Year : 2007  |  Volume : 10  |  Issue : 2  |  Page : 140--141

Uvula haematoma: A rare complication after thrombolysis and intensive anti-platelet treatment


Mehmet Kayrak, Mehmet S Ulgen, Mehmet Yazici, Duygu Kilic, Hasan Gok 
 Department of Cardiology, Selcuk University- Konya., Turkey

Correspondence Address:
Mehmet S Ulgen
Department of Cardiology, Selcuk University, Meram School of Medicine, Konya
Turkey




How to cite this article:
Kayrak M, Ulgen MS, Yazici M, Kilic D, Gok H. Uvula haematoma: A rare complication after thrombolysis and intensive anti-platelet treatment.Ann Card Anaesth 2007;10:140-141


How to cite this URL:
Kayrak M, Ulgen MS, Yazici M, Kilic D, Gok H. Uvula haematoma: A rare complication after thrombolysis and intensive anti-platelet treatment. Ann Card Anaesth [serial online] 2007 [cited 2021 Mar 1 ];10:140-141
Available from: https://www.annals.in/text.asp?2007/10/2/140/37941


Full Text

 Introduction



Thrombolysis with streptokinase and anti­ platelet agents is commonly used for the treatment of acute myocardial infarction (AMI). Although thrombolytic therapy (TT) decreases mortality in AMI, it may lead to serious side effects. It has been reported that the frequency of major bleeding after TT is 5-7%. [1],[2] Complications such as haematoma of the tongue, vocal cord, uvula and pharyngeal haemorrhage after TT have been reported. [3],[4],[5],[6] It is important to identify such complications early.
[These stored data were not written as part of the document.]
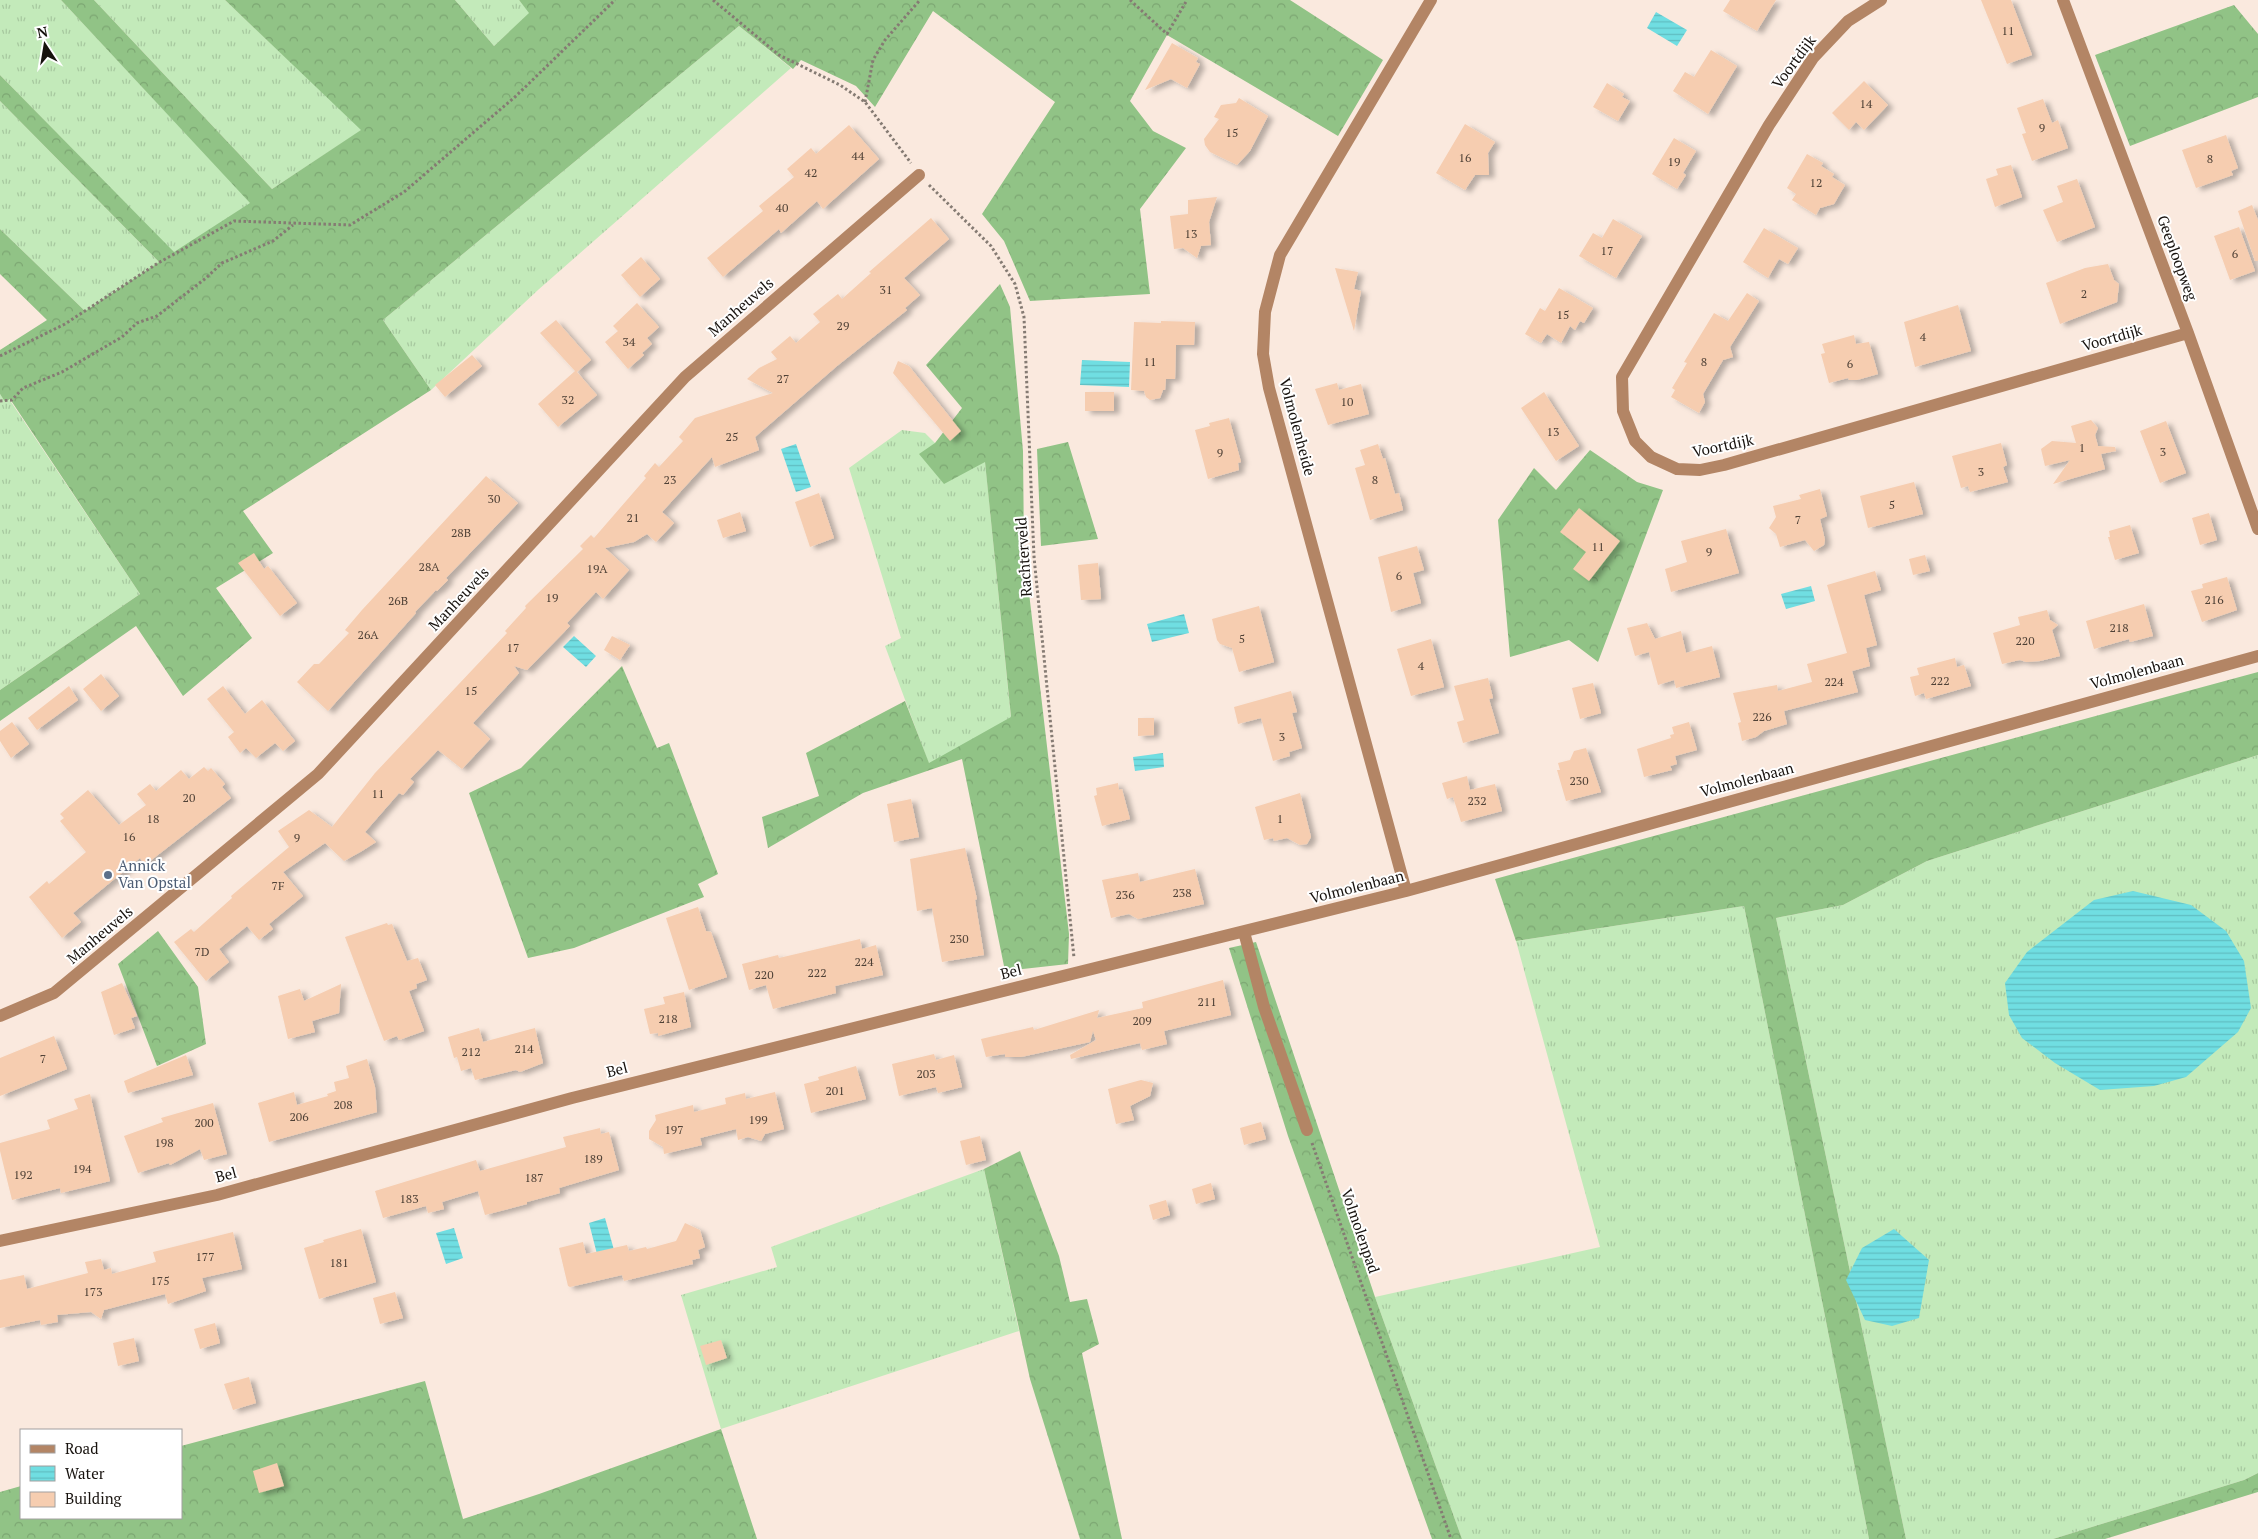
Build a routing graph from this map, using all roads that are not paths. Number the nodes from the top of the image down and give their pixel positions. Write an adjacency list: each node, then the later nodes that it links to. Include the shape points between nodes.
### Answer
1 (1431, 0): 8 (street, Volmolenheide, via 1280,256 1265,312 1263,354 1269,388)
2 (1881, 0): 5 (street, Voortdijk, via 1848,21 1813,58 1769,125 1647,332 1622,377 1623,411 1635,442 1651,457 1677,469 1700,470)
3 (2063, 0): 5 (street, Geeploopweg)
4 (919, 175): 10 (street, Manheuvels, via 685,378 318,774 54,993)
5 (2188, 333): 6 (street, Geeploopweg)
6 (2258, 529)
7 (2258, 656): 8 (street, Volmolenbaan)
8 (1406, 891): 9 (street, Volmolenbaan)
9 (1244, 932): 11 (street, via 1264,1007); 12 (street, Bel, via 572,1098 217,1195)
10 (0, 1016)
11 (1307, 1130)
12 (0, 1241)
According to our knowledge, the present case is the second report in the literature and has been presented due to its different clinical presentation and management.

 Case report



A 53-year-old male presented to emergency department (ED) with severe chest pain. Electrocardiogram revealed ST segment elevation in leads V1-V4. Shortly after his arrival to ED, ventricular fibrillation occurred. He was defibrillated and intubated easily. The patient's haemodynamic findings quickly improved and he was extubated in ten minutes after intubation.

In physical examination; blood pressure was 120/80 mm Hg and heart rate was 86/min. There was no pathological finding except pharyngeal hyperaemia. No finding of bleeding in mouth and throat was present.

Laboratory findings were as follows: Creatinine Kinase-MB: 300 ng/ml, troponin I: 100 ng/ml, Hb: 13.2g/dl, haemotocrit: 38%, platelet count: 222,000/mm 3 , activated tromboplastin time: 78.6 sec.

Streptokinase 1,500,000 U was administred over 45 min in the 3rd hour of chest pain. After TT, chest pain disappeared and enoxoparin 0.6 ml twice a day and aspirin 100 mg/day were started. On the next day, coronary angiography was performed owing to post­infarction angina. Primary stent was implanted in the proximal left anterior descending artery after clopidogrel 300 mg loading dose. A maintenance dose of clopidogrel (75 mg) once daily was started from the next day.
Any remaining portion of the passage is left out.